The usage of the word sahduta can be found in the Right Ginza, book 1:

"Do not learn the witchcraft (haršia) of Satan and do not bear false witness (u-sahduta ḏ-kadba la-tisahdun). If you are (summoned) to administer justice, keep your judgment straight and do not pervert it. If they call for witnesses, be honest people in giving evidence. Whoever perverts justice will be consumed by the blazing fire (kulman ḏ-apik dina aklalḥ nura ḏ-iaqda)."

== The sahduta ==
The text of the sahduta is as follows.

ࡀࡊࡀ ࡄࡉࡉࡀ ࡀࡊࡀ ࡌࡀࡓࡀࡉ ࡀࡊࡀ ࡌࡀࡍࡃࡀ ࡖࡄࡉࡉࡀ

aka hiia, aka marai, aka manda ḏ-hiia

There is Life, there is my Lord, there is Knowledge of Life.

| Mandaic text | Mandaic transliteration | English translation | Pronunciation (IPA) |
|---|---|---|---|
| ࡀࡊࡀ ࡄࡉࡉࡀ ࡀࡊࡀ ࡌࡀࡓࡀࡉ ࡀࡊࡀ ࡌࡀࡍࡃࡀ ࡖࡄࡉࡉࡀ | aka hiia aka marai aka manda ḏ-hiia | There is Life, there is my Lord, there is Knowledge of Life. | ˈæka ˈhejji ˈæka ˈmɑrej ˈæka ˈmendɑtˁ ˈhejji |

=== Analysis ===
Below are the meanings of each word in the sahduta.

- ࡀࡊࡀ (aka) – there is, there exists
- ࡄࡉࡉࡀ (hiia) – Life, Living One, Hayyi Rabbi
- ࡀࡊࡀ (aka) – there is, there exists
- ࡌࡀࡓࡀࡉ (marai) – the first-person possessive form of mara 'Lord'; marai means 'my Lord'
- ࡀࡊࡀ (aka) – there is, there exists
- ࡌࡀࡍࡃࡀ (manda) – Knowledge, Gnosis
- ࡖࡄࡉࡉࡀ (ḏ-hiia) – The word "Life" with the addition of adu (ࡖ), which is a particle meaning 'of' (or 'the', 'that')

== Comparisons with other religions ==
=== In Judaism ===
The opening lines of the Jewish prayer Shema Yisrael can be read as a creedal statement of strict monotheism: "Hear O Israel, the Lord is our God, the Lord is One" (שמע ישראל אדני אלהינו אדני אחד; transliterated Shema Yisrael Adonai Eloheinu Adonai Echad).

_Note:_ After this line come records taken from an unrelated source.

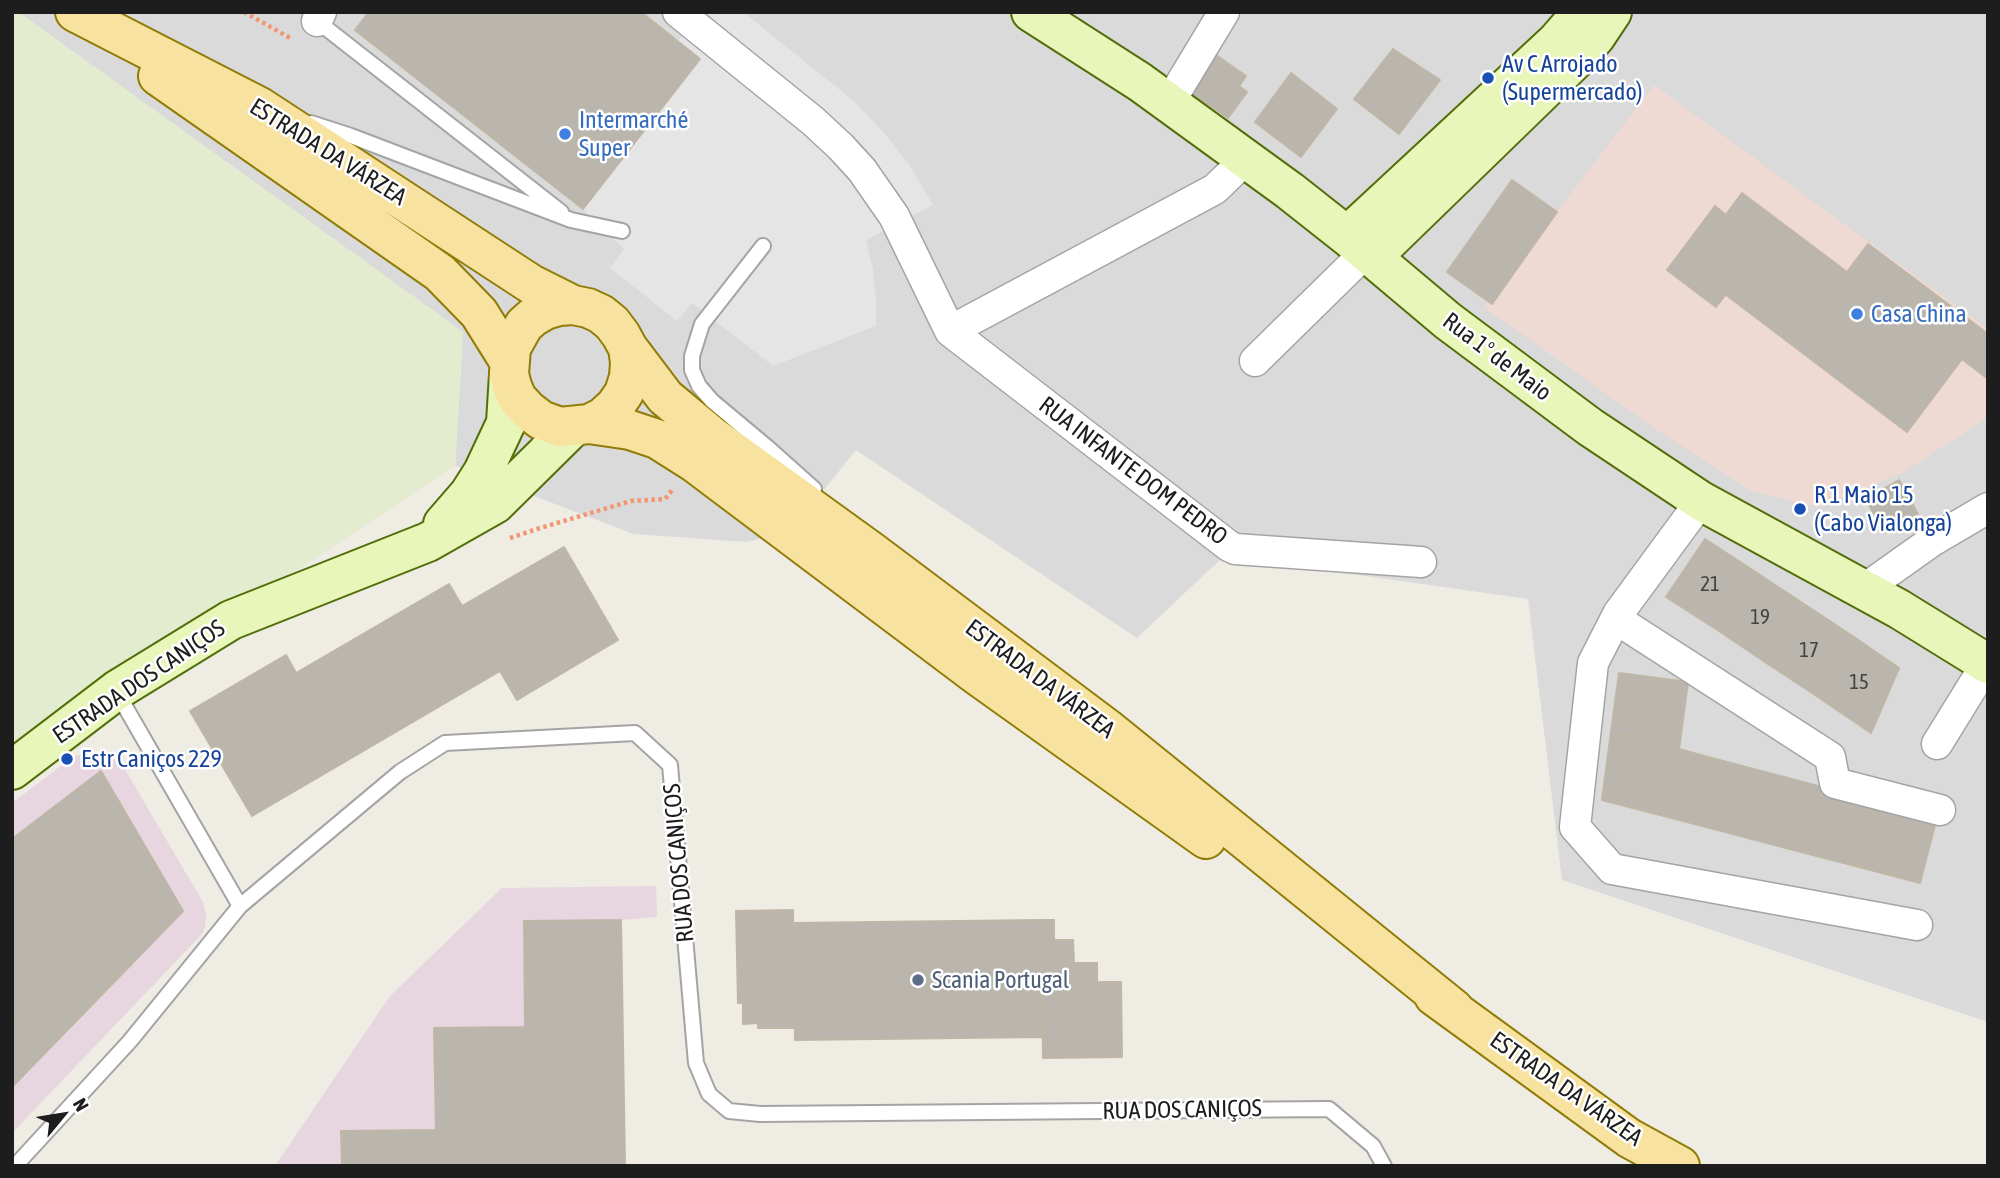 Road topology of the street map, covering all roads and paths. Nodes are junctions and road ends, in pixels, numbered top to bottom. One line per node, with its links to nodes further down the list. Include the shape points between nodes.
1 (68, 12): 21 (main road, ESTRADA DA VÁRZEA, via 440,273 479,313)
2 (75, 12): 11 (main road, ESTRADA DA VÁRZEA)
3 (244, 12): 9 (path, via 302,45)
4 (677, 12): 18 (street, via 813,121 862,170 894,216)
5 (1031, 12): 10 (street, Rua 1º de Maio)
6 (1224, 12): 10 (street)
7 (1582, 12): 16 (street)
8 (1612, 12): 16 (street, via 1577,58)
9 (319, 16): 13 (lane)
10 (1169, 103): 12 (street, Rua 1º de Maio)
11 (260, 107): 13 (lane, via 351,136); 17 (main road, ESTRADA DA VÁRZEA, via 531,284)
12 (1246, 159): 16 (street, Rua 1º de Maio); 18 (street, via 1215,189)
13 (570, 219): 14 (lane)
14 (621, 231)
15 (763, 246): 30 (lane, via 702,324 692,356 699,386)
16 (1362, 248): 20 (street); 24 (street, Rua 1º de Maio, via 1448,321 1590,427)
17 (573, 305): 19 (main road, ESTRADA DA VÁRZEA, via 601,314); 21 (main road, via 533,317 516,336)
18 (950, 331): 28 (street, RUA INFANTE DOM PEDRO, via 1235,549)
19 (628, 348): 22 (main road, via 629,377 624,393 609,412); 30 (main road, ESTRADA DA VÁRZEA, via 665,397 713,437)
20 (1255, 361)
21 (509, 367): 22 (main road, ESTRADA DA VÁRZEA, via 517,398 528,410 560,427); 26 (street, ESTRADA DOS CANIÇOS, via 506,423 469,494)
22 (581, 426): 26 (street, ESTRADA DOS CANIÇOS, via 495,503); 39 (main road, ESTRADA DA VÁRZEA, via 630,430 657,439 695,463 978,677)
23 (674, 488): 27 (path, via 665,499 631,501)
24 (1702, 501): 29 (street, Rua 1º de Maio); 31 (street)
25 (1988, 508): 29 (street)
26 (428, 542): 33 (street, ESTRADA DOS CANIÇOS, via 231,620)
27 (500, 542)
28 (1421, 562)
29 (1863, 590): 32 (street, Rua 1º de Maio)
30 (951, 611): 39 (main road, ESTRADA DA VÁRZEA, via 1109,730)
31 (1616, 619): 36 (street, via 1830,757 1835,783); 38 (street, via 1593,663 1575,827 1612,869)
32 (1987, 663): 34 (street)
33 (117, 690): 35 (street, ESTRADA DOS CANIÇOS); 37 (lane)
34 (1937, 744)
35 (12, 770)
36 (1940, 810)
37 (240, 906): 40 (lane, RUA DOS CANIÇOS, via 130,1041); 41 (lane, RUA DOS CANIÇOS, via 400,772 445,743 635,733 670,765 696,1063 709,1094 729,1111 1329,1109 1373,1146)
38 (1917, 925)
39 (1454, 1009): 42 (main road, ESTRADA DA VÁRZEA, via 1629,1138)
40 (15, 1166)
41 (1384, 1166)
42 (1680, 1166) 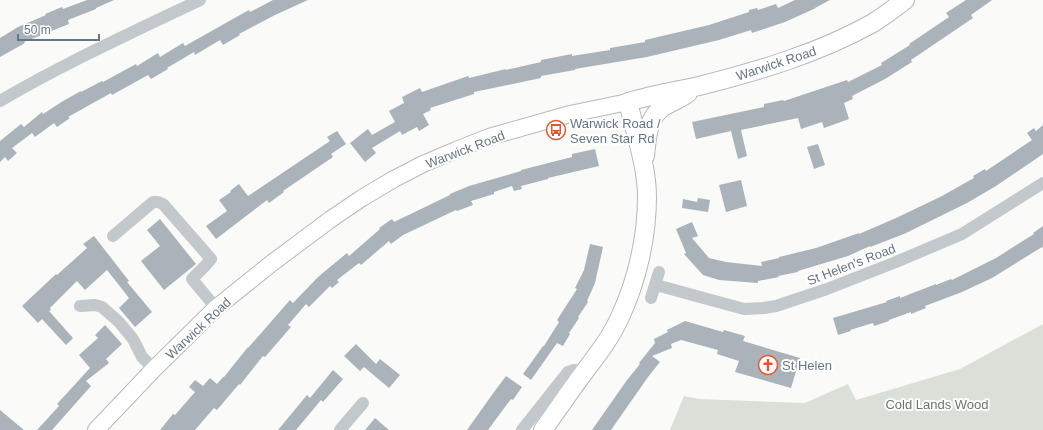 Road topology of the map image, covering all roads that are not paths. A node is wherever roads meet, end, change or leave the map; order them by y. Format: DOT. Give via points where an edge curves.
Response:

This can be seen as close to the Sahduta, since the Mandaean creed is also in the opening of a longer daily prayer.

=== In Islam ===
The Shahada (Arabic: الشَّهَادَةُ aš-šahādatu; Arabic pronunciation: [aʃʃahaːdatʊ], 'the testimony'), also transliterated as Shahadah, is an Islamic oath and creed, and one of the Five Pillars of Islam and part of the Adhan. It reads: "I bear witness that there is no god but God, and I bear witness that Muhammad is the Messenger of God."

Among Abrahamic religions, the Shahada by its structure and use resembles the Sahduta most closely, as both are brief testimonies of faith affirming divine existence and knowledge.